Mi (promiscuo) editor.


Mi trabajo consiste en encender la mecha de la imaginación de los escritores; es un trabajo difícil, pero alguien tiene que hacerlo. Soy el equivalente de los cantantes soprano contratados para bodas o fiestas de toda índole, y que participan en coros donde la voz forma parte de un conglomerado vocal cuyo objetivo es conseguir una sola. El talento que poseo es indiscutible, pero jamás me hará destacar. Localizo ironías, oscuridades y críticas donde los escritores noveles no los suelen encontrar; sin embargo, ellos se llevan la gloria, y sus nombres aparecen en las cubiertas de sus libros. ¿A qué me dedico realmente?
   Me limito a escribir principios de novelas. Aquellas frases iniciales, definitorias, que establecen el color, el humor y la dirección de una historia. No me interesan sus desarrollos y mucho menos sus desenlaces. Sólo los comienzos me apasionan, las explosiones, los cataclismos que desencadenan todo. ¿Por qué tendrían que interesarme las secuelas? Tenemos, en la industria del entretenimiento, una malsana idea sobre el suspenso, que ha envenenado a escritores y guionistas que carecen de tacto, e implantan giros y cliffhangers en sus historias como si fueran minas. El suspenso no es otra cosa que la manía y preocupación que tenemos por averiguarlo todo, hasta el más ínfimo detalle; pero nosotros no nacimos con el derecho de saber, y me atrevería a decir que, mientras menos sepamos del universo, más felices seremos. He comprobado mi teoría al realizar una encuesta entre los fanáticos de una serie de televisión llamada Lost: al inicio de su última temporada, todos ellos se mordían las uñas por descubrir hasta los últimos secretos de los personajes, y la intriga los tenía amordazados. Cuando acabó la serie, me acerqué a ellos de nuevo. Cuál fue mi sorpresa al encontrarlos desilusionados, con indigestión, pues la verdad última de las cosas sólo provoca pesadez y el regusto de una pregunta absurda: “¿Y ahora qué?”. En conclusión, el punto final de una obra debería ser, ante todo, un acto de magia, una ilusión.

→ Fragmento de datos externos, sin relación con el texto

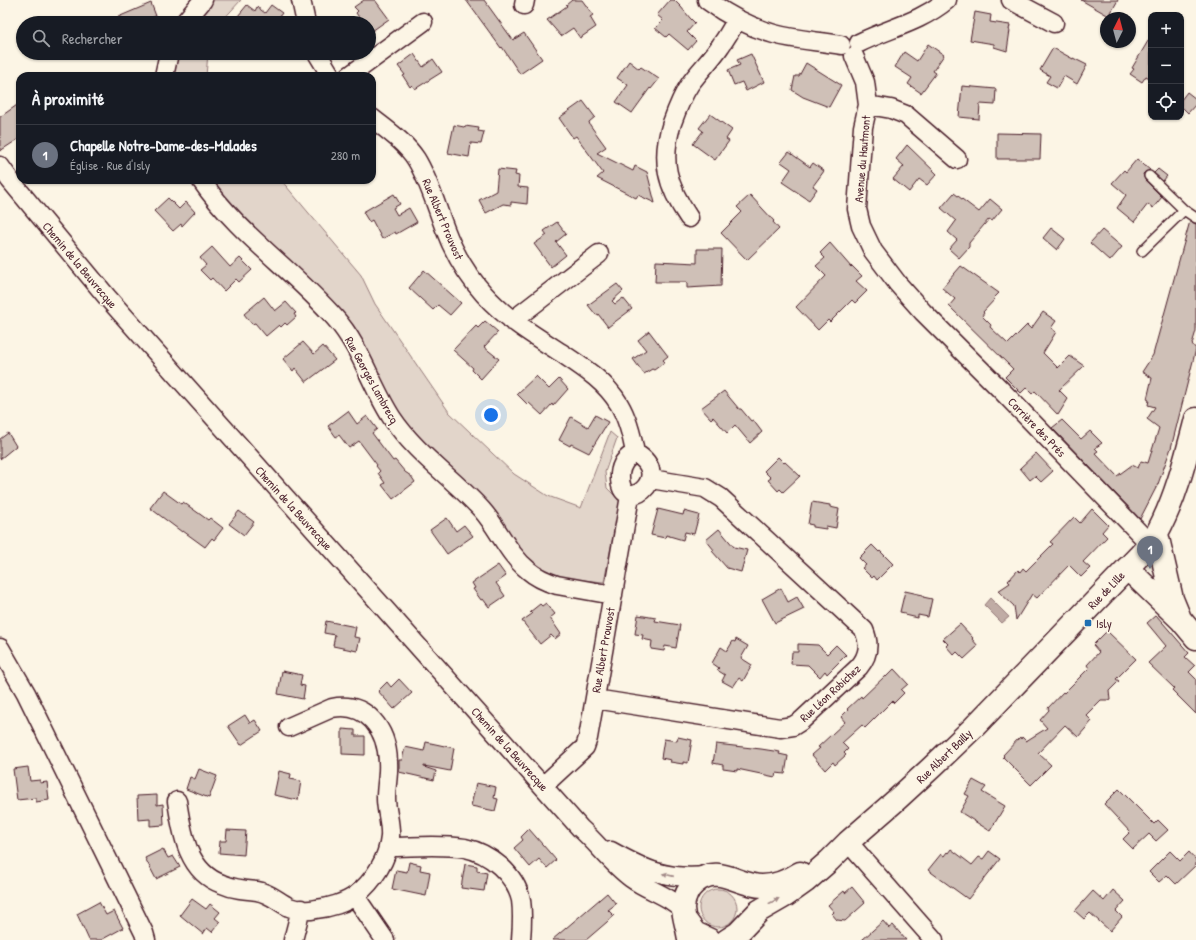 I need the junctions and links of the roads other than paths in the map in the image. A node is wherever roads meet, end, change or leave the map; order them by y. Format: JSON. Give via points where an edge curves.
{"nodes":[{"id":1,"x":203,"y":0,"type":"edge"},
{"id":2,"x":300,"y":0,"type":"edge"},
{"id":3,"x":707,"y":0,"type":"edge"},
{"id":4,"x":947,"y":0,"type":"edge"},
{"id":5,"x":1011,"y":0,"type":"edge"},
{"id":6,"x":190,"y":16,"type":"edge"},
{"id":7,"x":304,"y":16,"type":"edge"},
{"id":8,"x":737,"y":19,"type":"junction"},
{"id":9,"x":423,"y":22,"type":"dead end"},
{"id":10,"x":1054,"y":23,"type":"dead end"},
{"id":11,"x":852,"y":48,"type":"junction"},
{"id":12,"x":376,"y":56,"type":"edge"},
{"id":13,"x":167,"y":60,"type":"edge"},
{"id":14,"x":321,"y":60,"type":"edge"},
{"id":15,"x":371,"y":60,"type":"edge"},
{"id":16,"x":165,"y":72,"type":"edge"},
{"id":17,"x":329,"y":72,"type":"edge"},
{"id":18,"x":354,"y":72,"type":"edge"},
{"id":19,"x":868,"y":105,"type":"junction"},
{"id":20,"x":376,"y":121,"type":"edge"},
{"id":21,"x":957,"y":160,"type":"dead end"},
{"id":22,"x":0,"y":166,"type":"edge"},
{"id":23,"x":1149,"y":176,"type":"dead end"},
{"id":24,"x":203,"y":184,"type":"edge"},
{"id":25,"x":1184,"y":210,"type":"junction"},
{"id":26,"x":689,"y":218,"type":"dead end"},
{"id":27,"x":1196,"y":218,"type":"edge"},
{"id":28,"x":1142,"y":251,"type":"dead end"},
{"id":29,"x":599,"y":254,"type":"dead end"},
{"id":30,"x":923,"y":312,"type":"joint"},
{"id":31,"x":512,"y":321,"type":"junction"},
{"id":32,"x":1196,"y":419,"type":"edge"},
{"id":33,"x":635,"y":453,"type":"junction"},
{"id":34,"x":651,"y":479,"type":"junction"},
{"id":35,"x":630,"y":496,"type":"junction"},
{"id":36,"x":1154,"y":539,"type":"junction"},
{"id":37,"x":1127,"y":568,"type":"junction"},
{"id":38,"x":613,"y":595,"type":"junction"},
{"id":39,"x":1182,"y":620,"type":"junction"},
{"id":40,"x":1196,"y":638,"type":"edge"},
{"id":41,"x":0,"y":648,"type":"edge"},
{"id":42,"x":1035,"y":663,"type":"joint"},
{"id":43,"x":595,"y":699,"type":"junction"},
{"id":44,"x":289,"y":727,"type":"dead end"},
{"id":45,"x":543,"y":786,"type":"junction"},
{"id":46,"x":177,"y":801,"type":"dead end"},
{"id":47,"x":848,"y":842,"type":"junction"},
{"id":48,"x":596,"y":843,"type":"junction"},
{"id":49,"x":388,"y":848,"type":"junction"},
{"id":50,"x":706,"y":876,"type":"junction"},
{"id":51,"x":731,"y":878,"type":"junction"},
{"id":52,"x":355,"y":896,"type":"junction"},
{"id":53,"x":301,"y":909,"type":"junction"},
{"id":54,"x":686,"y":925,"type":"edge"},
{"id":55,"x":727,"y":937,"type":"edge"},
{"id":56,"x":146,"y":940,"type":"edge"},
{"id":57,"x":293,"y":940,"type":"edge"},
{"id":58,"x":385,"y":940,"type":"edge"},
{"id":59,"x":521,"y":940,"type":"edge"},
{"id":60,"x":934,"y":940,"type":"edge"}],
"edges":[{"from":1,"to":6,"type":"street"},
{"from":2,"to":7,"type":"street"},
{"from":3,"to":8,"type":"street"},
{"from":4,"to":11,"type":"street","via":[[907,24],[871,37]]},
{"from":5,"to":10,"type":"street"},
{"from":8,"to":11,"type":"street","via":[[773,34]]},
{"from":8,"to":26,"type":"street","via":[[721,46],[686,91],[677,108],[668,137],[666,169],[676,199]]},
{"from":9,"to":12,"type":"street"},
{"from":11,"to":19,"type":"street","name":"Avenue du Hautmont","via":[[865,82]]},
{"from":13,"to":16,"type":"street"},
{"from":14,"to":17,"type":"street"},
{"from":15,"to":18,"type":"street"},
{"from":19,"to":21,"type":"street","name":"Avenue du Hautmont","via":[[906,115]]},
{"from":19,"to":30,"type":"street","name":"Avenue du Hautmont","via":[[863,127],[858,218],[880,262]]},
{"from":20,"to":31,"type":"street","name":"Rue Albert Prouvost","via":[[400,141],[415,158],[460,262],[483,293]]},
{"from":22,"to":45,"type":"street","name":"Chemin de la Beuvrecque","via":[[107,297]]},
{"from":23,"to":25,"type":"lane"},
{"from":24,"to":38,"type":"street","name":"Rue Georges Lambrecq","via":[[237,222],[344,328],[384,405],[402,432],[483,511],[520,563],[528,571],[557,585]]},
{"from":25,"to":27,"type":"lane"},
{"from":25,"to":28,"type":"lane"},
{"from":29,"to":31,"type":"street"},
{"from":30,"to":36,"type":"street","name":"Carrière des Prés"},
{"from":31,"to":33,"type":"street","name":"Rue Albert Prouvost","via":[[584,368],[607,388],[625,416]]},
{"from":32,"to":36,"type":"main road","name":"Rue de Lille","via":[[1176,489]]},
{"from":33,"to":34,"type":"street","via":[[647,462]]},
{"from":33,"to":35,"type":"street","via":[[622,464],[620,473],[622,489]]},
{"from":34,"to":35,"type":"street","via":[[639,494]]},
{"from":34,"to":43,"type":"street","name":"Rue Léon Robichez","via":[[704,488],[721,498],[864,630],[868,648],[859,667],[793,726],[780,728]]},
{"from":35,"to":38,"type":"street","name":"Rue Albert Prouvost"},
{"from":36,"to":37,"type":"main road","name":"Rue de Lille"},
{"from":36,"to":39,"type":"main road","via":[[1172,599]]},
{"from":37,"to":39,"type":"main road"},
{"from":37,"to":42,"type":"main road","name":"Rue de Lille"},
{"from":38,"to":43,"type":"street","name":"Rue Albert Prouvost"},
{"from":39,"to":40,"type":"main road"},
{"from":41,"to":56,"type":"street","via":[[26,694]]},
{"from":42,"to":47,"type":"main road","name":"Rue Albert Bailly","via":[[974,727]]},
{"from":43,"to":45,"type":"street","name":"Rue Albert Prouvost","via":[[585,747]]},
{"from":44,"to":49,"type":"street","via":[[323,711],[340,707],[358,709],[374,721],[388,751]]},
{"from":45,"to":48,"type":"street","name":"Chemin de la Beuvrecque"},
{"from":46,"to":53,"type":"street","via":[[187,848],[203,872],[220,884],[264,892],[289,907]]},
{"from":47,"to":51,"type":"main road","via":[[794,876],[771,885],[753,885]]},
{"from":55,"to":47,"type":"main road","one_way":true,"via":[[759,911],[806,881]]},
{"from":47,"to":60,"type":"street"},
{"from":50,"to":48,"type":"street","name":"Chemin de la Beuvrecque","one_way":true,"via":[[684,878],[664,875]]},
{"from":48,"to":54,"type":"street","name":"Chemin de la Beuvrecque","via":[[631,878],[670,898]]},
{"from":49,"to":52,"type":"street","via":[[382,865]]},
{"from":49,"to":59,"type":"street","via":[[454,847],[474,850],[489,858],[503,869],[518,891],[523,916]]},
{"from":50,"to":51,"type":"main road","via":[[721,875]]},
{"from":50,"to":54,"type":"main road","via":[[690,888],[684,899]]},
{"from":51,"to":55,"type":"main road","via":[[740,884],[748,896],[750,912]]},
{"from":52,"to":53,"type":"street","via":[[327,907]]},
{"from":52,"to":58,"type":"street"},
{"from":53,"to":57,"type":"street"},
{"from":54,"to":55,"type":"main road","via":[[702,938]]}]}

   Descubrí que podía vivir de esto cuando conocí a Monterroso. Su cuento “El dinosaurio” es en realidad el principio de una larga y épica novela. Después encontré a otros maestros de la mal llamada microficción, y que en realidad son un cúmulo de posibilidades literarias donde el lector tendrá que completar la novela entera que el autor no quiso escribir, no por perezoso, sino por precavido. Fredric Brown es otro gran ejemplo, con este magistral inicio: “The last man on Earth sat in a room. There was a knock on the door”. ¡Ay, de sólo imaginar las probabilidades narrativas, todas las novelas disponibles que pueden derivarse de aquellas dos oraciones! ¡De sólo pensarlo, me mareo!
   Comencé a escribir los míos: “El reloj decía ocho en punto en una mañana que no era tal, sino una absurda prolongación de la noche, pues no había ni un rastro de sol en el cielo”.  Tenía el defecto de ser larga, pero funcionaba muy bien como inicio de una novela de terror religioso, o de redención apocalíptica; quizás era lo mismo visto en distintos ángulos. Aquí otra: “Mi pene cayó sobre el cesto de ropa sucia, y parecía un peine de forma muy rara”. Ésta última era digna de encabezar una novela existencialista. Un último ejemplo: “No tenían nada mejor que hacer así se mataron entre sí”
   Después perfeccioné el arte de la brevedad, y me especialicé en las oraciones bimembres: “El perro cagó sobre todos los platos servidos”; “La orgía sólo acabaría hasta que el primer hombre muera”; “El extraterrestre suicida cayó sobre el carnaval de Río de Janeiro. Nadie lo vio”. Publiqué mis novelas de una frase en una revista literaria, y ahí gané prestigio. En poco tiempo, cuentistas y novelistas me pedían consejos para afinar su buen oído para la brevedad. Tuve que instalar mi propia oficina.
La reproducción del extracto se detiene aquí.